Outra boa anedota nos proporcionou uma vizinha do município de San Antonio de Los Altos (próximo a Caracas), "casualmente" também governado pela direita. Um dia sim e outro também, menos de uma dúzia de meninos e velhinhas "de classe", ficam no meio da rua para protestar contra o "regime", provocando congestionamentos de várias horas bem no horário de pico da saída do trabalho. Isso acontece aos olhos cúmplices da polícia local, se queixa nossa testemunha. Além disso, acrescenta que, quando chega a Guarda Nacional, a maioria das vezes os convida pacificamente a abandonar a via. Mas por que tão pouca contundência por parte da polícia, perguntamos surpreendidos. Para evitar que sejam acusados de repressores, nos responde. O mundo ao contrário, como diria Galeano. Não me imagino uma polícia tão empática e solidária com as causas populares no País Basco nem em Nova York.
A outra razão fundamental pela qual as barricadas não são em muitos casos retiradas é o medo de haver disparos de um franco-atirador. Nos lembram que vários dos mortos nas guarimbas foram assassinados por tiros na cabeça que foram disparados de cima de telhados. Isso, sem dúvida, vai mais além de uma simples ''kale borroka'' .
Um jornalista local nos confirma quem são realmente os grupos violentos que estão operando na guarimba. Por um lado, temos os já citados pirralhos de classe alta, que tentam uma contrarrevolução com a complacência do latifúndio midiático internacional, que num passe de mágica os converte em heróis populares contra um regime repressivo. Por outro lado, estão os paramilitares-franco-atiradores, assassinos profissionais e verdadeiros autores materiais da maioria das mortes. Finalmente aparecem os "malandros", delinquentes comuns que cobram seus honorários por gerar violência e caos.
Ações violentas
Como todos sabem, qualquer grupo que pratica a violência com fins políticos, elege seus objetivos militares previamente e em função de uma análise ideológica. Há umas semanas, por exemplo, os grupos que fizeram uso da violência contra a celebração da cúpula de exaltação capitalista em Bilbao, atacaram símbolos dos sistemas, como os bancos e as lojas de marcas multinacionais. Na Venezuela, os grupos violentos da direita fazem o mesmo, atacando símbolos do processo de mudança como são as novas universidades públicas, os centros de saúde, as habitações públicas, etc.
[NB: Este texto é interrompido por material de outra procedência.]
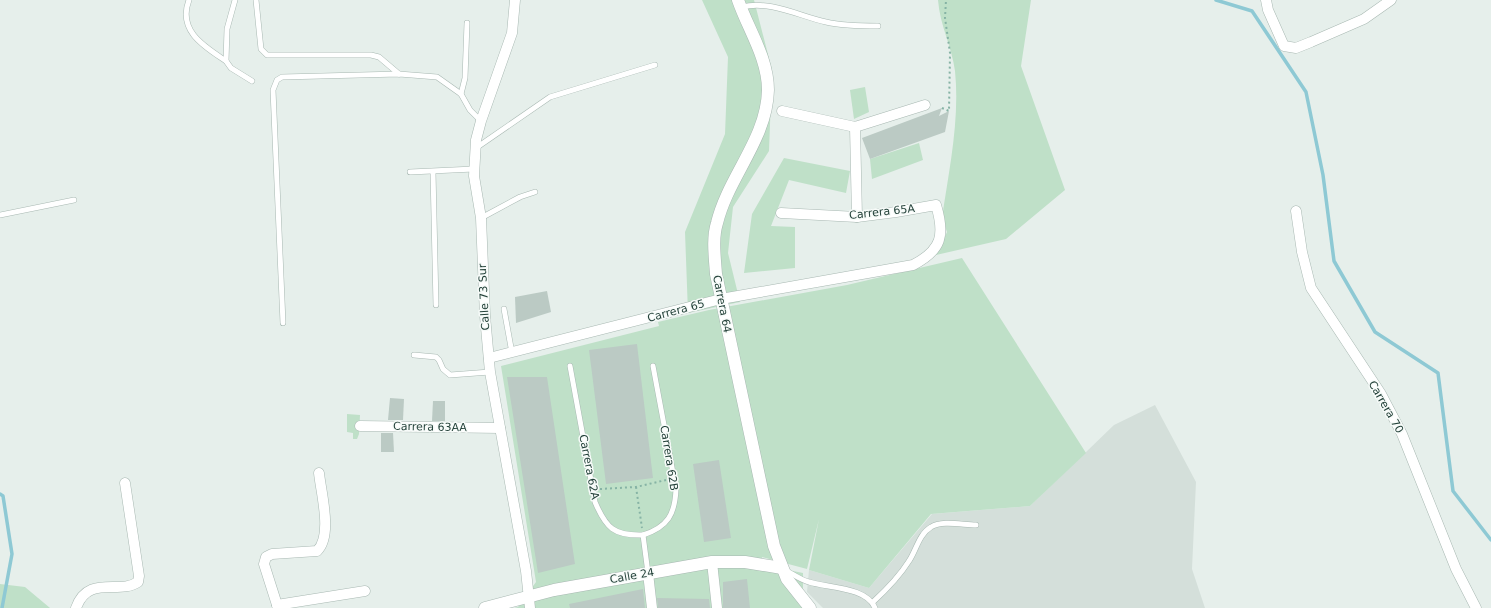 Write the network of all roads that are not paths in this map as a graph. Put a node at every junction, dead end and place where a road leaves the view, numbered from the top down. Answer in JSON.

As tentativas de incendiar consultórios médicos, inclusive quando os médicos cubanos estavam em seu interior, não só é um traço da xenofobia desses grupos, mas também do desprezo ao novo sistema de saúde pública. A destruição de várias instalações da Universidade Bolivariana e o recente espancamento de um estudante de esquerda por parte de mais de 50 militantes de direita na Universidad Central de Venezuela, chegando inclusive a jogá-lo gasolina para tentar queimá-lo vivo, é uma boa amostra do selvagerismo desses grupos. A queima de uma sede do Ministério da Habitação e o posterior resgate da creche que se localizava logo abaixo, se retrata por si só. A caracterização desses atos e daqueles que os praticavam como "fascistas" não parece exagerada. O que resulta sumamente significativo é o silêncio da grande mídia internacional.
É também surpreendente a paciência com a qual os setores populares estão aguentando as agressões. Um habitante do populoso bairro de San Agustín nos assegura que cada dia estão mais "arrechos" (incomodados) com as guarimbas. Espera que com a Conferência de Paz entre governo e oposição se acalme a situação. Senão, diz, terão que terminar descendo os morros.